Portrait of Innocent X

c. 1650
Oil on canvas, 141 x 119 cm
Galleria Doria Pamphilj, Rome

"He was tall in stature, thin, choleric, splenetic, with a red face, bald in front with thick eyebrows bent above the nose [...], that revealed his severity and harshness...". These were the words used by Giacinto Gigli in 1655 to describe the pope (Giovanni Battista Pamphilj [1574-1655], made a cardinal in 1629 and elected to the throne on September 16, 1644), adding that "his face was the most deformed ever born among men." Justi and later Morelli considered his head "the most repugnant... of all the Fisherman's successors" and "insignificant, indeed vulgar," with an expression similar to "that of a cunning lawyer." And yet this ugly and sullen man was paradoxically the subject of one of the most admired portraits of the seventeenth century, and perhaps of all time.

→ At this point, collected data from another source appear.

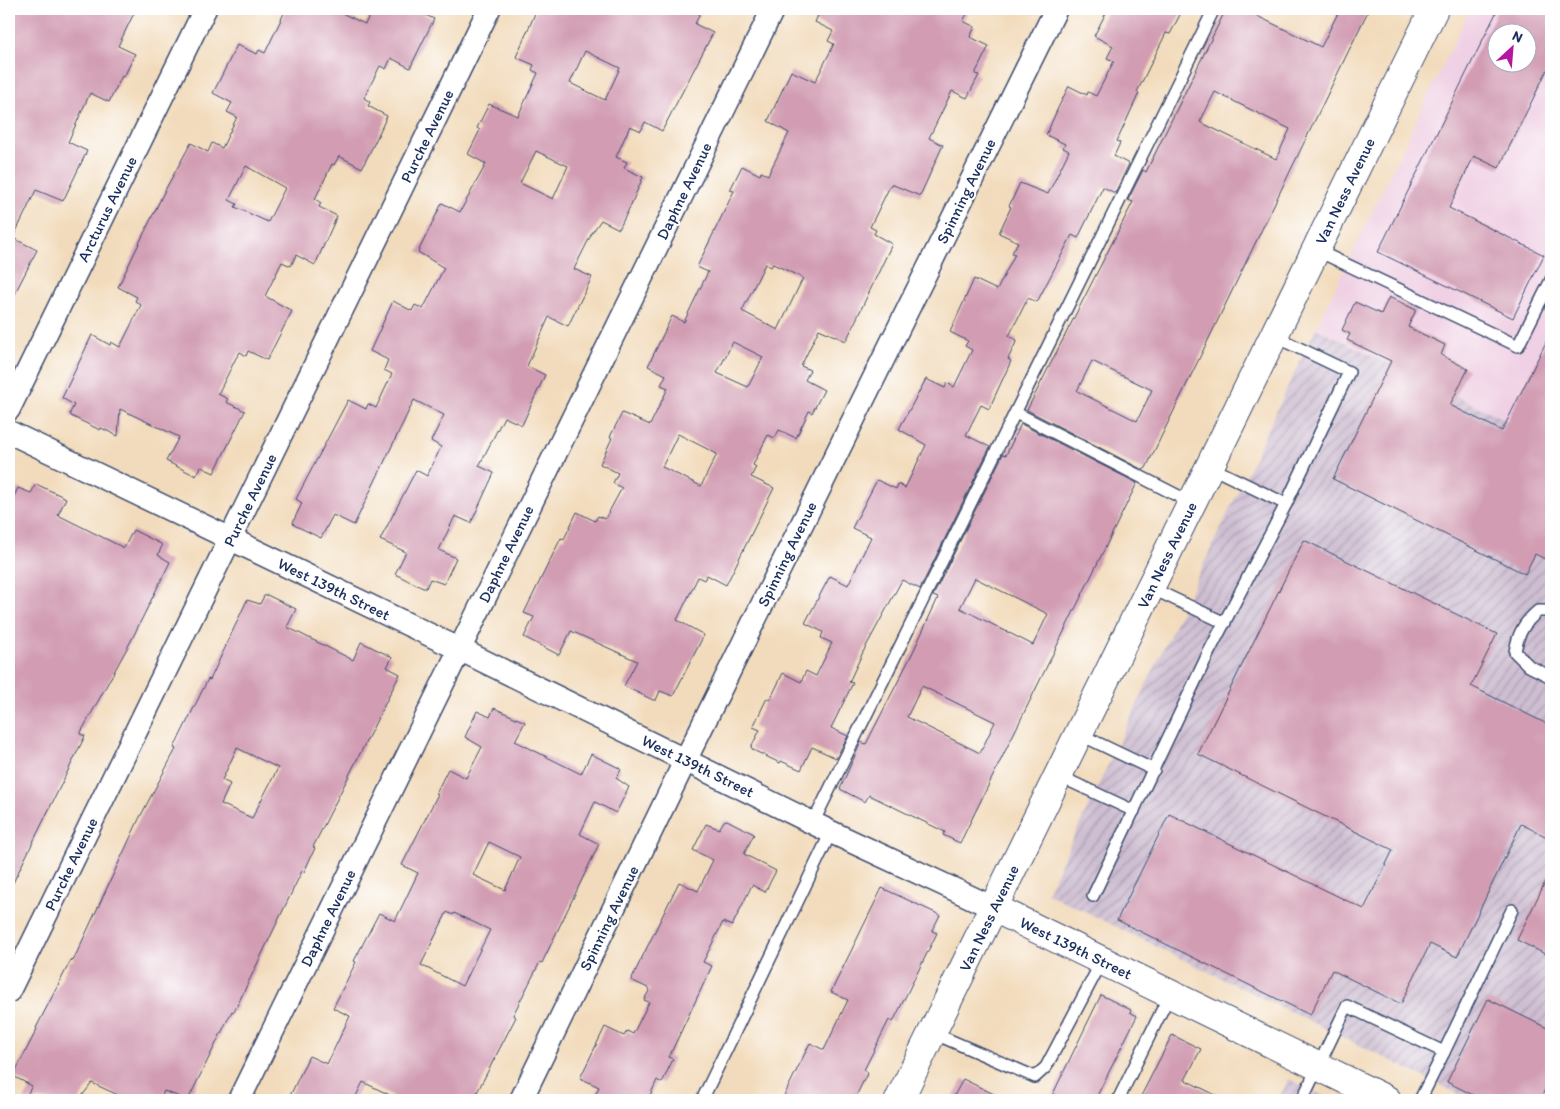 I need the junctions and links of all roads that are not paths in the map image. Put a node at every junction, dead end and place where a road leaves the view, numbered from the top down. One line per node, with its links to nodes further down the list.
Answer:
1 (205, 9): 10 (street, Arcturus Avenue)
2 (489, 9): 16 (street, Purche Avenue)
3 (773, 9): 20 (street, Daphne Avenue)
4 (1056, 9): 23 (street, Spinning Avenue)
5 (1214, 9): 11 (lane)
6 (1434, 9): 7 (main road, Van Ness Avenue)
7 (1316, 250): 8 (lane); 9 (main road, Van Ness Avenue)
8 (1551, 280)
9 (1274, 336): 13 (main road, Van Ness Avenue); 15 (lane)
10 (9, 409)
11 (1016, 413): 14 (lane); 27 (lane)
12 (9, 432): 16 (street, West 139th Street)
13 (1210, 467): 14 (main road, Van Ness Avenue); 15 (lane)
14 (1192, 503): 17 (main road, Van Ness Avenue)
15 (1286, 504): 19 (lane)
16 (231, 539): 20 (street, West 139th Street); 32 (street, Purche Avenue)
17 (1151, 588): 19 (lane); 22 (main road, Van Ness Avenue)
18 (1551, 611): 21 (lane)
19 (1224, 623): 24 (lane)
20 (459, 649): 23 (street, West 139th Street); 37 (street, Daphne Avenue)
21 (1551, 677)
22 (1079, 734): 24 (lane); 25 (main road, Van Ness Avenue)
23 (686, 759): 27 (street, West 139th Street); 38 (street, Spinning Avenue)
24 (1154, 770): 26 (lane)
25 (1059, 776): 26 (lane); 29 (main road, Van Ness Avenue)
26 (1134, 811): 28 (lane)
27 (822, 827): 29 (street, West 139th Street); 39 (lane)
28 (1093, 896)
29 (994, 908): 31 (main road, West 139th Street); 34 (main road, Van Ness Avenue)
30 (1512, 910): 35 (lane)
31 (1102, 961): 33 (main road, West 139th Street); 34 (lane)
32 (9, 991)
33 (1170, 994): 36 (main road, West 139th Street); 41 (lane)
34 (933, 1033): 40 (main road, Van Ness Avenue)
35 (1444, 1052): 36 (lane); 44 (lane)
36 (1317, 1066): 42 (lane); 43 (main road, West 139th Street)
37 (239, 1100)
38 (521, 1100)
39 (702, 1100)
40 (899, 1100)
41 (1118, 1100)
42 (1302, 1100)
43 (1387, 1100)
44 (1420, 1100)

Pope Innocent, aged seventy-five at the time, was a man of remarkable vigour, with a great capacity for work and a hot and violent temper. In the painting he wears the white liturgical under-vestment known as an alb, a biretta, and a red cape to which subdued highlights lend a sheen suggesting the texture of fabric. The Pope is seated in a red armchair, which is picked out from the opulent red of the curtain behind it by its gilded ornamentation. In the strong, almost rustic features of the Pope's reddened face with its fleshy cheeks, the critically keen suspicious eyes strike a note of lively intelligence. The fascinating nature of a man aware of his own power is wonderfully expressed in the contrast between the face and the fine nervous hands, which convey the sensitivity of this powerful figure.

Mention has often been made of the chromatic unity of this portrait, in which the red flesh tones, the red cape, the red camauro, and the armchair of red velvet against the backdrop of a red door create such a dramatic effect that, if the pope were to open his mouth, even his saliva would be blood red. This marvelously orchestrated profusion of crimson tints - sometimes, as in the cape, with cold reflections as if "lit by neon" - undoubtedly derives from the example of Titian, while the representation of the contrasting white gown certainly harks back to Veronese, the only sixteenth-century Venetian painter who knew how to handle this difficult "non-colour." A man of power, bolt upright, depicted in magenta, an aggressive and vital colour, that together with white symbolizes creation.

The portrait of Pope Innocent X is by common consent one of the world's supreme masterpieces of portraiture, unsurpassed in its breathtaking handling of paint. Apparently the Pope was not at first very enthusiastic about his portrait, describing it as troppo vero, "too real". However, we are told that it eventually won his approval, and he presented the Spanish painter with a very valuable gold chain. Velázquez himself must presumably have been very pleased with the portrait, or he would not have taken a replica back to Spain with him. His art colleagues certainly praised it, and many copies of the work were made.

With this portrait Velázquez joins the ranks of those painters who, from the Renaissance onwards, produced magnificent papal likenesses. Outstanding examples, which he must have known, were Raphael's portraits of Pope Julius II (c. 1511/12; London, National Gallery), and Pope Leo X with two cardinals (1518/19; Florence, Galleria degli Uffizi), and several pictures by Titian of Pope Paul III, still extant in Naples.